San Francisco de Sales Obras: Dos maneras de amar a Dios. Tratado del Amor de Dios, Libro VI, 1. IV, 301.
«Jesús, enseñaba en una sinagoga en Sábado. Los escribas y fariseos le observaban…
Jesús conocía sus pensamientos…»
Tenemos dos principales maneras de amar a Nuestro Dios: una afectiva, la obra efectiva, o como dice San Bernardo, activa. Por la primera, amamos a Dios y todo lo que El ama; y por la segunda, servimos a Dios y hacemos lo que nos ordena: Aquélla nos une con la bondad de Dios y ésta nos hace ejecutar su voluntad.
La una nos llena de complacencia, de benevolencia, de fervor y de deseos; la otra nos da la sólida resolución, la firmeza de valor y la inviolable obediencia que se requiere para cumplir lo que manda la voluntad de Dios, y para sufrir, aceptar, aprobar y abrazar todo lo que proviene del beneplácito divino.

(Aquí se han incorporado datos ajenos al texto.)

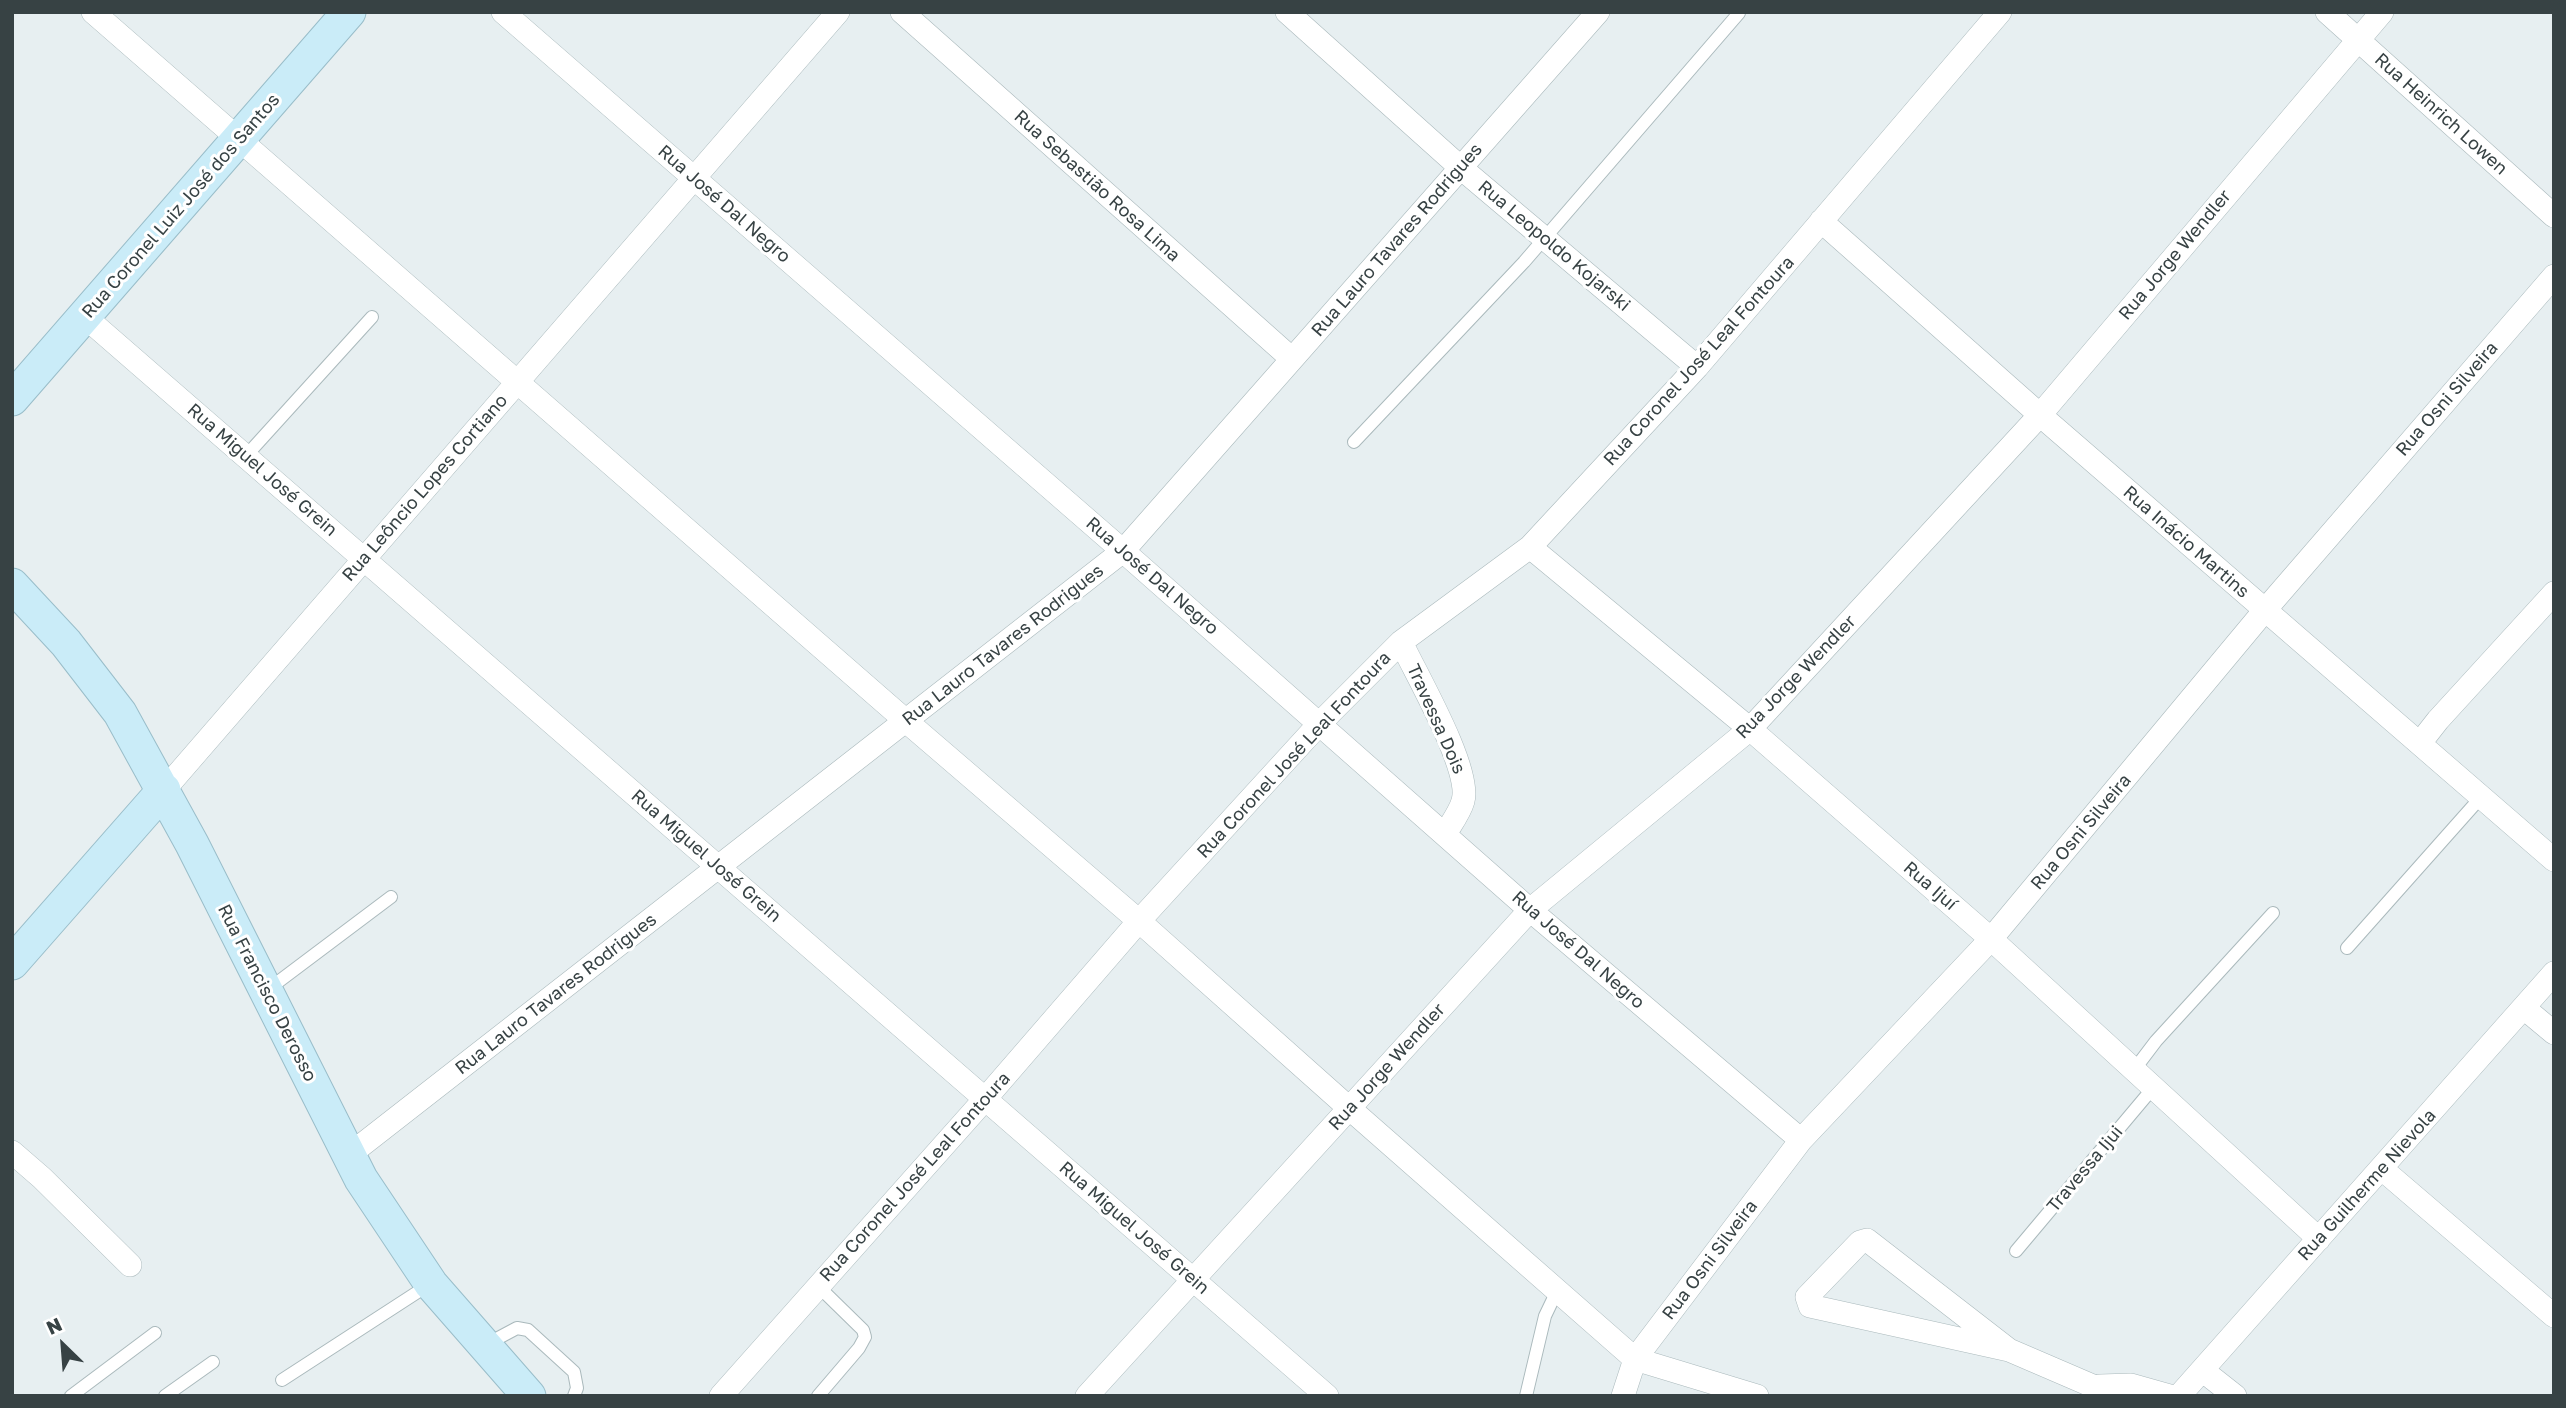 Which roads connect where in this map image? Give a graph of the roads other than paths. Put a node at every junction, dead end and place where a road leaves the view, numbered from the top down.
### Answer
1 (93, 12) edge
2 (349, 12) edge
3 (503, 12) edge
4 (838, 12) edge
5 (902, 12) edge
6 (1287, 12) edge
7 (1598, 12) edge
8 (2000, 12) edge
9 (2327, 12) edge
10 (2382, 12) edge
11 (1739, 13) edge
12 (2358, 40) junction
13 (240, 138) junction
14 (1461, 168) junction
15 (694, 178) junction
16 (2554, 216) edge
17 (1821, 221) junction
18 (1543, 238) junction
19 (2554, 276) edge
20 (84, 316) junction
21 (372, 317) dead end
22 (1292, 359) junction
23 (1697, 367) junction
24 (518, 381) junction
25 (12, 399) edge
26 (2040, 415) junction
27 (1354, 442) dead end
28 (246, 457) junction
29 (1530, 547) junction
30 (1123, 551) junction
31 (364, 559) junction
32 (2554, 593) edge
33 (16, 597) edge
34 (2265, 610) junction
35 (1401, 642) junction
36 (906, 721) junction
37 (1320, 723) junction
38 (1750, 729) junction
39 (2420, 743) junction
40 (164, 790) junction
41 (2482, 796) junction
42 (1445, 834) junction
43 (2554, 860) edge
44 (718, 867) junction
45 (391, 897) dead end
46 (1530, 910) junction
47 (2273, 913) dead end
48 (1139, 920) junction
49 (1991, 939) junction
50 (2347, 948) dead end
51 (12, 963) edge
52 (2554, 974) edge
53 (266, 991) junction
54 (2524, 1008) junction
55 (2554, 1033) edge
56 (2134, 1070) junction
57 (2153, 1088) junction
58 (985, 1099) junction
59 (1349, 1108) junction
60 (1801, 1140) junction
61 (12, 1152) edge
62 (349, 1155) junction
63 (2382, 1169) junction
64 (2319, 1239) junction
65 (2016, 1251) dead end
66 (130, 1265) dead end
67 (1193, 1279) junction
68 (431, 1284) junction
69 (818, 1286) junction
70 (1557, 1291) junction
71 (2554, 1315) edge
72 (155, 1334) dead end
73 (485, 1346) junction
74 (2009, 1350) junction
75 (1635, 1359) junction
76 (213, 1362) dead end
77 (2202, 1370) junction
78 (282, 1380) dead end
79 (2094, 1386) junction
80 (731, 1393) edge
81 (2184, 1394) edge
82 (71, 1396) edge
83 (165, 1396) edge
84 (529, 1396) edge
85 (574, 1396) edge
86 (818, 1396) edge
87 (1087, 1396) edge
88 (1327, 1396) edge
89 (1526, 1396) edge
90 (1623, 1396) edge
91 (1757, 1396) edge
92 (2116, 1396) edge
93 (2235, 1396) edge

1 - 13 street
2 - 13 main road, Rua Coronel Luiz José dos Santos
3 - 15 street, Rua José Dal Negro
4 - 15 street, Rua Leôncio Lopes Cortiano
5 - 22 street, Rua Sebastião Rosa Lima
6 - 14 street, Rua Leopoldo Kojarski
7 - 14 street, Rua Lauro Tavares Rodrigues
8 - 17 street, Rua Coronel José Leal Fontoura
9 - 12 street, Rua Heinrich Lowen
10 - 12 street, Rua Jorge Wendler
11 - 18 lane
12 - 16 street, Rua Heinrich Lowen
12 - 26 street, Rua Jorge Wendler
13 - 20 main road, Rua Coronel Luiz José dos Santos
13 - 24 street
14 - 18 street, Rua Leopoldo Kojarski
14 - 22 street, Rua Lauro Tavares Rodrigues
15 - 24 street, Rua Leôncio Lopes Cortiano
15 - 30 street, Rua José Dal Negro
17 - 23 street, Rua Coronel José Leal Fontoura
17 - 26 street, Rua Inácio Martins
18 - 23 street, Rua Leopoldo Kojarski
18 - 27 lane
19 - 34 street, Rua Osni Silveira
20 - 25 main road, Rua Coronel Luiz José dos Santos
20 - 28 street, Rua Miguel José Grein
21 - 28 lane
22 - 30 street, Rua Lauro Tavares Rodrigues
23 - 29 street, Rua Coronel José Leal Fontoura
24 - 31 street, Rua Leôncio Lopes Cortiano
24 - 36 street
26 - 34 street, Rua Inácio Martins
26 - 38 street, Rua Jorge Wendler
28 - 31 street, Rua Miguel José Grein
29 - 35 street, Rua Coronel José Leal Fontoura
29 - 38 street, Rua Ijuí
30 - 36 street, Rua Lauro Tavares Rodrigues
30 - 37 street, Rua José Dal Negro
31 - 40 street, Rua Leôncio Lopes Cortiano
31 - 44 street, Rua Miguel José Grein
32 - 39 street
33 - 40 main road, Rua Francisco Derosso
34 - 39 street, Rua Inácio Martins
34 - 49 street, Rua Osni Silveira
35 - 37 street, Rua Coronel José Leal Fontoura
35 - 42 street, Travessa Dois
36 - 44 street, Rua Lauro Tavares Rodrigues
36 - 48 street
37 - 42 street, Rua José Dal Negro
37 - 48 street, Rua Coronel José Leal Fontoura
38 - 46 street, Rua Jorge Wendler
38 - 49 street, Rua Ijuí
39 - 41 street, Rua Inácio Martins
40 - 51 main road, Rua Leôncio Lopes Cortiano
40 - 53 main road, Rua Francisco Derosso
41 - 43 street, Rua Inácio Martins
41 - 50 lane
42 - 46 street, Rua José Dal Negro
44 - 58 street, Rua Miguel José Grein
44 - 62 street, Rua Lauro Tavares Rodrigues
45 - 53 lane
46 - 59 street, Rua Jorge Wendler
46 - 60 street, Rua José Dal Negro
47 - 56 lane
48 - 58 street, Rua Coronel José Leal Fontoura
48 - 59 street
49 - 56 street, Rua Ijuí
49 - 60 street, Rua Osni Silveira
52 - 54 street, Rua Guilherme Nievola
53 - 62 main road, Rua Francisco Derosso
54 - 55 street
54 - 63 street, Rua Guilherme Nievola
56 - 57 street, Rua Ijuí
57 - 64 street, Rua Ijuí
57 - 65 lane, Travessa Ijui
58 - 67 street, Rua Miguel José Grein
58 - 69 street, Rua Coronel José Leal Fontoura
59 - 67 street, Rua Jorge Wendler
59 - 70 street
60 - 75 street, Rua Osni Silveira
61 - 66 street
62 - 68 main road, Rua Francisco Derosso
63 - 64 street, Rua Guilherme Nievola
63 - 71 street
64 - 77 street, Rua Guilherme Nievola
67 - 87 street, Rua Jorge Wendler
67 - 88 street, Rua Miguel José Grein
68 - 73 main road, Rua Francisco Derosso
68 - 78 lane
69 - 80 street, Rua Coronel José Leal Fontoura
69 - 86 lane
70 - 75 street
70 - 89 lane
72 - 82 lane
73 - 84 main road, Rua Francisco Derosso
73 - 85 lane
74 - 74 street
74 - 79 street
75 - 90 street, Rua Osni Silveira
75 - 91 street
76 - 83 lane
77 - 81 street, Rua Guilherme Nievola
77 - 93 street
79 - 81 street
79 - 92 street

La una nos hace gozar de Dios y la otra, que le agrademos. Por la una concebimos y por la otra producimos. Con la una ponemos a Dios en nuestro corazón y por la otra lo llevamos en nuestros brazos.
El primer ejercicio consiste principalmente en la oración; en ella pasan tantos movimientos interiores que es imposible expresarlos todos; no sólo porque son muchos en cantidad sino también por su calidad que, como es espiritual, no es fácil perfilarla y es casi imperceptible a nuestro entendimiento.

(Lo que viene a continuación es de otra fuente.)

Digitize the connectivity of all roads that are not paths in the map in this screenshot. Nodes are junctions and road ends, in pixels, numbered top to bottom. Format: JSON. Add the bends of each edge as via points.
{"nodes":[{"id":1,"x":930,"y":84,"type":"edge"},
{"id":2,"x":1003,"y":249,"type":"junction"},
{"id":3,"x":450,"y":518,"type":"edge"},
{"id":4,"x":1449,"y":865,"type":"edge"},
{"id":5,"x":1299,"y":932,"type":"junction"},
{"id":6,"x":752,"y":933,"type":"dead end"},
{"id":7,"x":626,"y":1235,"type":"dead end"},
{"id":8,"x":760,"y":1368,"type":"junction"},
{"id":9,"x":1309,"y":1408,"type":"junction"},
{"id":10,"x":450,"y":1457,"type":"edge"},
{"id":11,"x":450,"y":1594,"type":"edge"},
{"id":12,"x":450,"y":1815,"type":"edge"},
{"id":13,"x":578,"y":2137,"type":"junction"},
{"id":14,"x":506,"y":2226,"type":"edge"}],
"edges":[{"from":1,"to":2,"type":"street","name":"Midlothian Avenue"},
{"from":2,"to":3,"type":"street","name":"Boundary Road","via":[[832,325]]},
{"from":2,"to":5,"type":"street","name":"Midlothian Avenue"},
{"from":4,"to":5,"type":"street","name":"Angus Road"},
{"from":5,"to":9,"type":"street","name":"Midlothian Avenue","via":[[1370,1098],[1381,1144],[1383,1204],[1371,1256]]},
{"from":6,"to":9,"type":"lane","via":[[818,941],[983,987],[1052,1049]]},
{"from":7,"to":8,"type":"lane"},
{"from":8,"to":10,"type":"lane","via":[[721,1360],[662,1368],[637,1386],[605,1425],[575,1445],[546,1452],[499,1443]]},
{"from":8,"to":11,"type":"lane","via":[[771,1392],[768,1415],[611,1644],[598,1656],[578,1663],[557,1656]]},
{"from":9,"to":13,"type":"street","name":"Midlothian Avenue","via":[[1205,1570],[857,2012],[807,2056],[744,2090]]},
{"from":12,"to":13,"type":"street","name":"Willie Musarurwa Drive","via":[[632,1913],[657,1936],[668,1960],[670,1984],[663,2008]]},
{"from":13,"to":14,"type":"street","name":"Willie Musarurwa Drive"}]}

Dios es el único que, por su infinita ciencia, ve, sondea y penetra todas las vueltas y revueltas de nuestro espíritu; entiende de lejos nuestros pensamientos, sabe todos nuestros senderos, astucias y sutilezas. Su ciencia es admirable, prevé por encima de nuestra capacidad y no podemos alcanzarla.
Si nuestros espíritus quisieran hacerse una introspección reflexionando sobre los repliegues de sus acciones, se meterían en un laberinto en el que se perderían. Y sería insoportable saber cuáles son nuestros pensamientos, considerar nuestras consideraciones, discernir lo que discernimos, recordar que nos acordamos: resultaría un embrollo imposible de deshacer.
La oración es cosa secreta, Teótimo; hay que confiársela solamente a Dios.